What is being asked: Print the entries below again exactly as they stand, but skip any picture.
-- Supplied material follows --
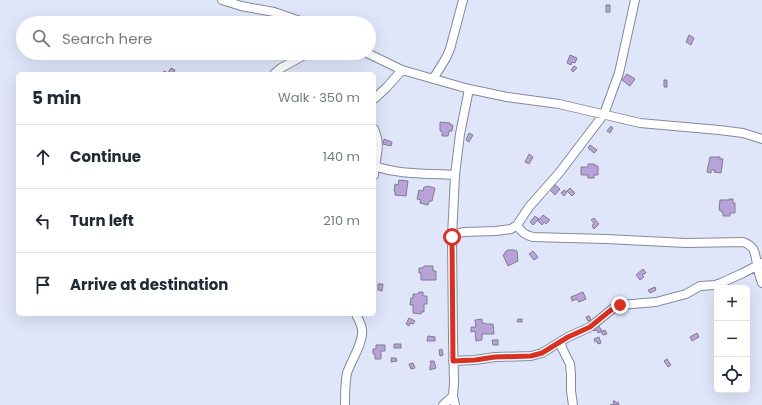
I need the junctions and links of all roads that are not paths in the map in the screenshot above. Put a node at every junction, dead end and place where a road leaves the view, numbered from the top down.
1 (222, 0) edge
2 (463, 0) edge
3 (635, 0) edge
4 (286, 16) edge
5 (376, 57) edge
6 (295, 60) edge
7 (402, 70) junction
8 (276, 72) edge
9 (433, 79) junction
10 (469, 89) junction
11 (376, 97) edge
12 (604, 114) junction
13 (376, 135) edge
14 (762, 139) edge
15 (376, 158) edge
16 (376, 166) edge
17 (455, 175) junction
18 (517, 225) junction
19 (452, 237) junction
20 (760, 264) edge
21 (762, 283) edge
22 (357, 316) edge
23 (561, 341) junction
24 (453, 361) junction
25 (453, 396) junction
26 (345, 405) edge
27 (443, 405) edge
28 (455, 405) edge
29 (573, 405) edge

1 - 4 street
2 - 9 street
3 - 12 street
5 - 7 street
6 - 8 street
7 - 9 street
7 - 11 street
9 - 10 street
10 - 12 street
10 - 17 street
12 - 14 street
12 - 18 street
13 - 15 street
16 - 17 street
17 - 19 street
18 - 19 street
18 - 20 street
19 - 24 street
20 - 21 street
20 - 23 street
22 - 26 street
23 - 24 street
23 - 29 street
24 - 25 street
25 - 27 street
25 - 28 street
-- Supplied material concluded --
Response area:
I need the junctions and links of all roads that are not paths in the map in the screenshot above. Put a node at every junction, dead end and place where a road leaves the view, numbered from the top down.
1 (222, 0) edge
2 (463, 0) edge
3 (635, 0) edge
4 (286, 16) edge
5 (376, 57) edge
6 (295, 60) edge
7 (402, 70) junction
8 (276, 72) edge
9 (433, 79) junction
10 (469, 89) junction
11 (376, 97) edge
12 (604, 114) junction
13 (376, 135) edge
14 (762, 139) edge
15 (376, 158) edge
16 (376, 166) edge
17 (455, 175) junction
18 (517, 225) junction
19 (452, 237) junction
20 (760, 264) edge
21 (762, 283) edge
22 (357, 316) edge
23 (561, 341) junction
24 (453, 361) junction
25 (453, 396) junction
26 (345, 405) edge
27 (443, 405) edge
28 (455, 405) edge
29 (573, 405) edge

1 - 4 street
2 - 9 street
3 - 12 street
5 - 7 street
6 - 8 street
7 - 9 street
7 - 11 street
9 - 10 street
10 - 12 street
10 - 17 street
12 - 14 street
12 - 18 street
13 - 15 street
16 - 17 street
17 - 19 street
18 - 19 street
18 - 20 street
19 - 24 street
20 - 21 street
20 - 23 street
22 - 26 street
23 - 24 street
23 - 29 street
24 - 25 street
25 - 27 street
25 - 28 street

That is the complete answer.